Using the Firefox browser you might receive the error "The operation is insecure".
The Fido2 server has many different settings you can use to change the Fido2 behavior. All of the Fido2 server settings are specified in the appsettings.json file located in the Fido2Server folder.
The probably two most important section is the V2 section which is for Fido2 set-up parameters.
To properly set up the Fido2 server, you will need to specify certain parameters such as rpId, rpName, and origin. These parameters play a crucial role in ensuring the security and functionality of the Fido2 server. If you're wondering about the meaning of "relying partner" in webauthn terminology, you can refer to the webauthn relying party definition provided in the standard.
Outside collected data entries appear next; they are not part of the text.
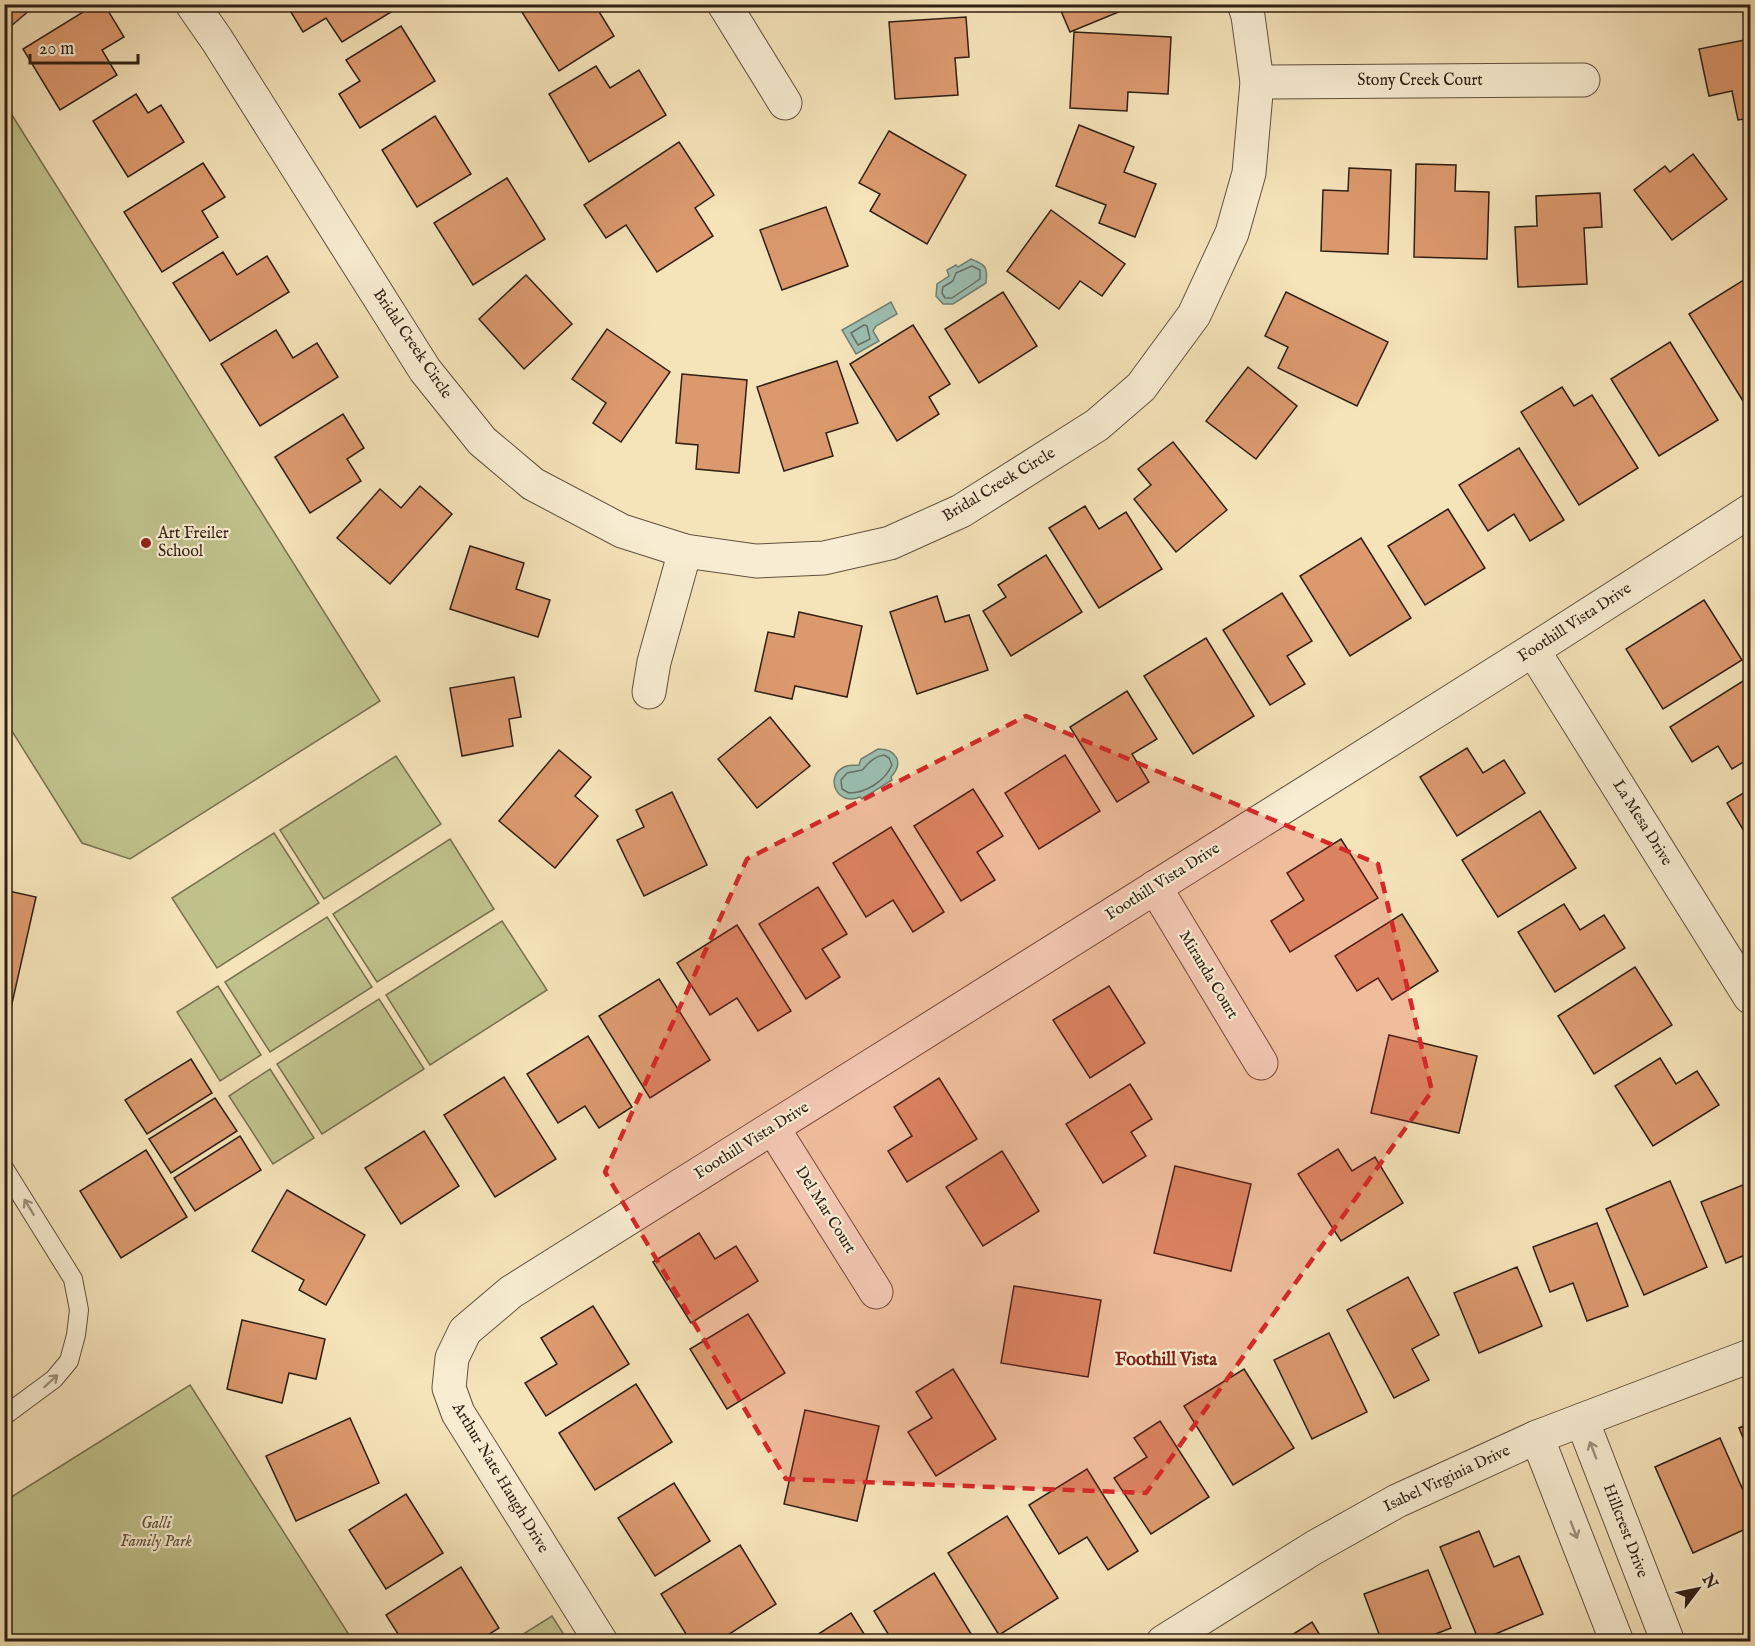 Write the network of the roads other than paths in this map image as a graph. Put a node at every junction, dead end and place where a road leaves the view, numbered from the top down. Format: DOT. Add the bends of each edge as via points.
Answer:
graph roads {
  1 [pos="192,4"];
  2 [pos="724,4"];
  3 [pos="1244,4"];
  4 [pos="1583,80"];
  5 [pos="1257,82"];
  6 [pos="785,103"];
  7 [pos="1750,511"];
  8 [pos="685,551"];
  9 [pos="1533,650"];
  10 [pos="649,692"];
  11 [pos="1155,887"];
  12 [pos="1750,997"];
  13 [pos="1261,1063"];
  14 [pos="773,1128"];
  15 [pos="4,1168"];
  16 [pos="575,1252"];
  17 [pos="876,1292"];
  18 [pos="1750,1356"];
  19 [pos="4,1416"];
  20 [pos="1582,1420"];
  21 [pos="1537,1437"];
  22 [pos="601,1641"];
  23 [pos="1163,1641"];
  24 [pos="1617,1641"];
  25 [pos="1668,1641"];
  1 -- 8 [label="street, Bridal Creek Circle" via="425,370 482,441 533,484 622,531"];
  2 -- 6 [label="street"];
  3 -- 5 [label="street, Bridal Creek Circle"];
  4 -- 5 [label="street, Stony Creek Court"];
  5 -- 8 [label="street, Bridal Creek Circle" via="1249,173 1232,233 1194,315 1141,387 1097,425 961,511 891,543 824,558 756,561"];
  7 -- 9 [label="street, Foothill Vista Drive"];
  8 -- 10 [label="street"];
  9 -- 11 [label="street, Foothill Vista Drive"];
  9 -- 12 [label="street, La Mesa Drive"];
  11 -- 13 [label="street, Miranda Court"];
  11 -- 14 [label="street, Foothill Vista Drive"];
  14 -- 16 [label="street, Foothill Vista Drive"];
  14 -- 17 [label="street, Del Mar Court"];
  19 -- 15 [label="lane, one-way" via="54,1380 69,1361 79,1310 73,1279"];
  16 -- 22 [label="street, Arthur Nate Haugh Drive" via="511,1292 465,1331 452,1358 449,1388 458,1413"];
  18 -- 20 [label="street, Isabel Virginia Drive"];
  20 -- 21 [label="street, Isabel Virginia Drive"];
  25 -- 20 [label="street, Hillcrest Drive, one-way"];
  21 -- 23 [label="street, Isabel Virginia Drive" via="1397,1501"];
  21 -- 24 [label="street, one-way"];
}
Understanding this concept is important as it helps you grasp the role of the relying party in the authentication process.
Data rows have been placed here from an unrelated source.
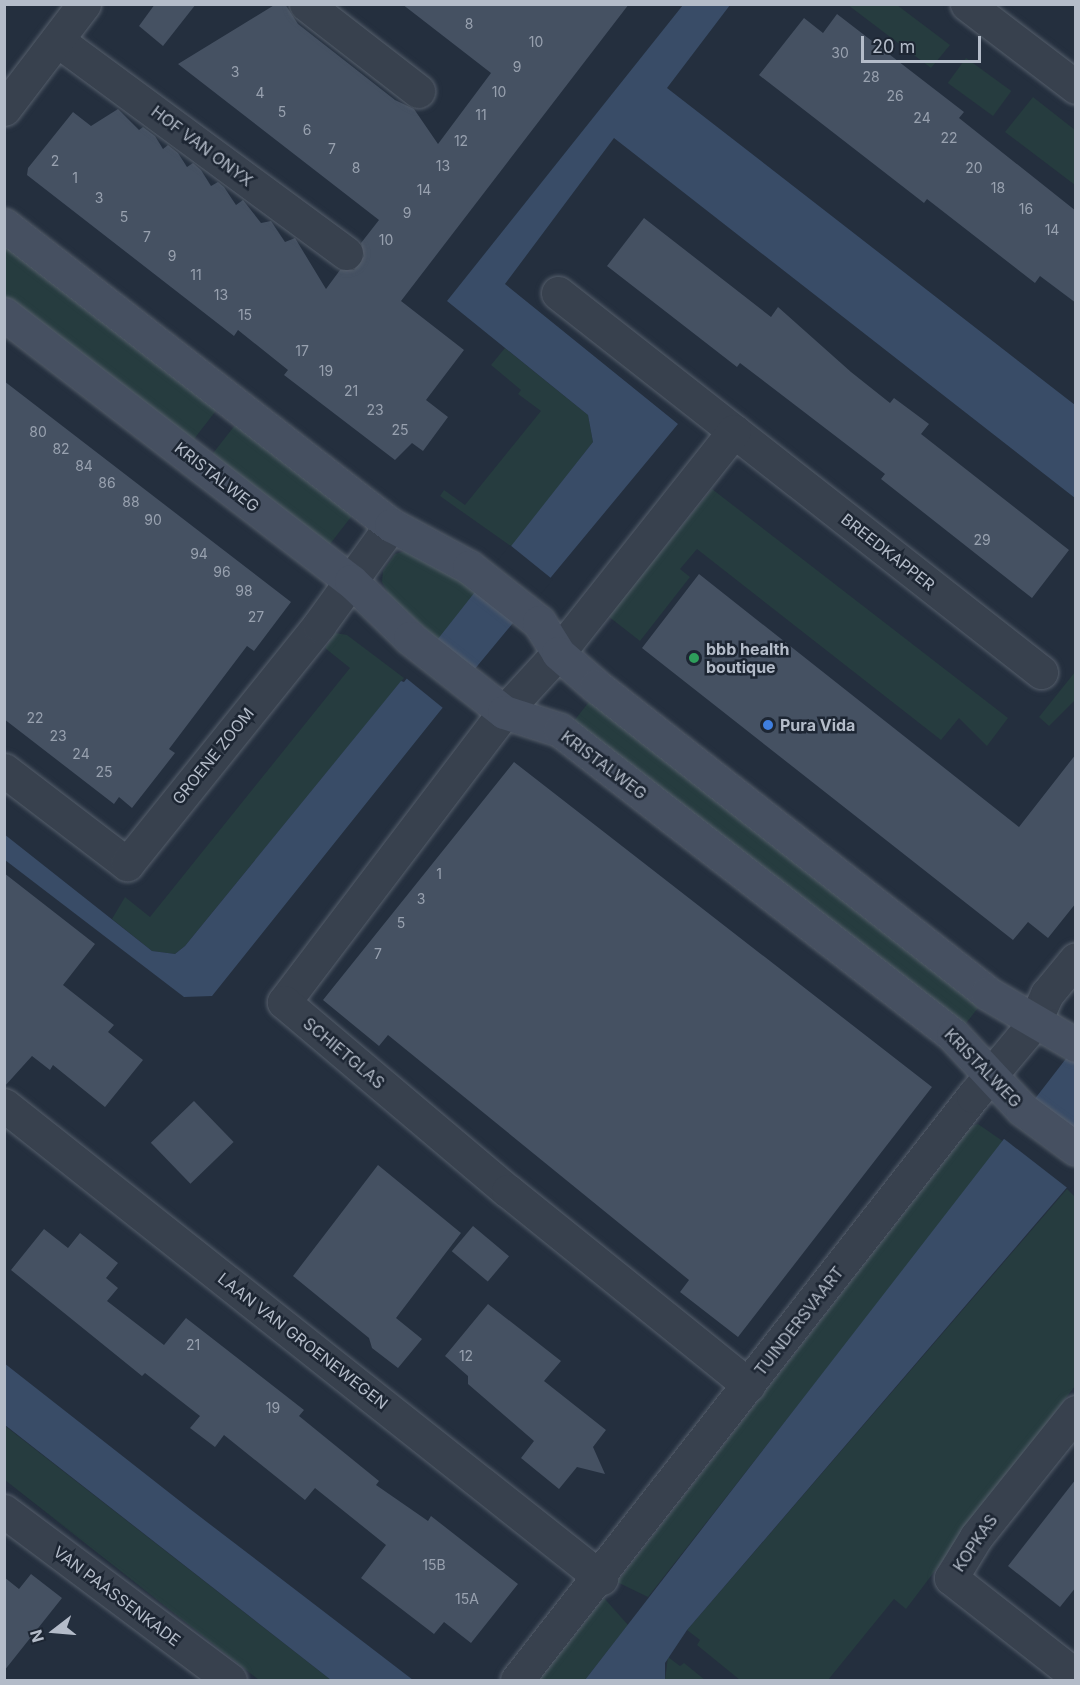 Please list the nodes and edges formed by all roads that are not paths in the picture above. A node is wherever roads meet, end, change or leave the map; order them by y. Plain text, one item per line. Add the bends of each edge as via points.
1 (84, 4) edge
2 (306, 4) edge
3 (967, 4) edge
4 (57, 40) junction
5 (1076, 87) edge
6 (418, 91) dead end
7 (4, 109) edge
8 (4, 225) edge
9 (346, 253) dead end
10 (558, 293) dead end
11 (4, 314) edge
12 (734, 431) junction
13 (391, 525) junction
14 (351, 582) junction
15 (558, 653) junction
16 (1041, 672) dead end
17 (494, 704) junction
18 (4, 770) edge
19 (1076, 959) edge
20 (1034, 1023) junction
21 (1074, 1044) edge
22 (991, 1076) junction
23 (4, 1105) edge
24 (1076, 1149) edge
25 (748, 1385) junction
26 (1076, 1412) edge
27 (4, 1511) edge
28 (601, 1578) junction
29 (1076, 1676) edge
30 (230, 1680) edge
31 (517, 1680) edge

1 - 4 street
2 - 6 street
3 - 5 street
4 - 7 street
4 - 9 street, HOF VAN ONYX
8 - 13 street
10 - 12 street, BREEDKAPPER
11 - 14 street, KRISTALWEG
12 - 15 street
12 - 16 street, BREEDKAPPER
13 - 14 street, GROENE ZOOM
13 - 15 street via 469,567 539,622
14 - 17 street, KRISTALWEG via 410,638
14 - 18 street, GROENE ZOOM via 127,864
15 - 17 street, SCHIETGLAS
15 - 20 street via 978,986
17 - 22 street, KRISTALWEG via 560,730 953,1035
17 - 25 street, SCHIETGLAS via 284,1002 508,1191
19 - 20 street, TUINDERSVAART via 1047,994
20 - 21 street
20 - 22 street, TUINDERSVAART
22 - 24 street, KRISTALWEG via 1022,1109
22 - 25 street, TUINDERSVAART
23 - 28 street, LAAN VAN GROENEWEGEN
25 - 28 street, TUINDERSVAART
26 - 29 street, KOPKAS via 976,1537 951,1578
27 - 30 street, VAN PAASSENKADE
28 - 31 street, TUINDERSVAART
According to the webauthn specification, the rpId refers to the Relying Party Identifier. It is used to define the scope of use for the tokens that are registered with the relying party. The relying party is responsible for saving the public key associated with the registered token's private key, which will be used for later authentication. On the other hand, the rpName is the user-friendly name of the relying party that will be displayed to the user during the token registration or authentication process. In most cases, it is recommended to set the rpId as your company's root domain name, such as mfa.goodcompany.com, and the rpName as your company's name.
The origin parameter in the Fido2 server settings specifies the domains that are allowed to make webauthn requests. For example, if you set the origin as local.goodcompany.com, only web apps with a URL of local.goodcompany.com or a higher level of fully qualified domain name (FQDN) like server1.local.goodcompany.com will be able to make webauthn requests. However, using a URL like server1.goodcompany.com would result in a failure. The origin ensures that the webauthn requests are restricted to the specified domains that can be validated by an SSL cert.
To provide a starting point, you can configure the mfa server as https://mfa.goodcompany.com and then set the origin to https://mfa.goodcompany.com. Then the URLs for the SAML2 Identity Provider (IdP) could be saml2.mfa.goodcompany.com, and servicepass could be servicepass.mfa.goodcompany.com, and any other apps would be anyotherapps.mfa.goodcompany.com.
It is crucial to keep in mind that the origin specified in the Fido2 server settings must also align with the URL (origin) of the application website. Therefore, it is necessary to have a valid SSL certificate in place to ensure a secure connection and proper origin detection.
While it is not a common scenario, it is possible to have multiple Fido2 servers that can handle different combinations of rpId, rpName, and origin.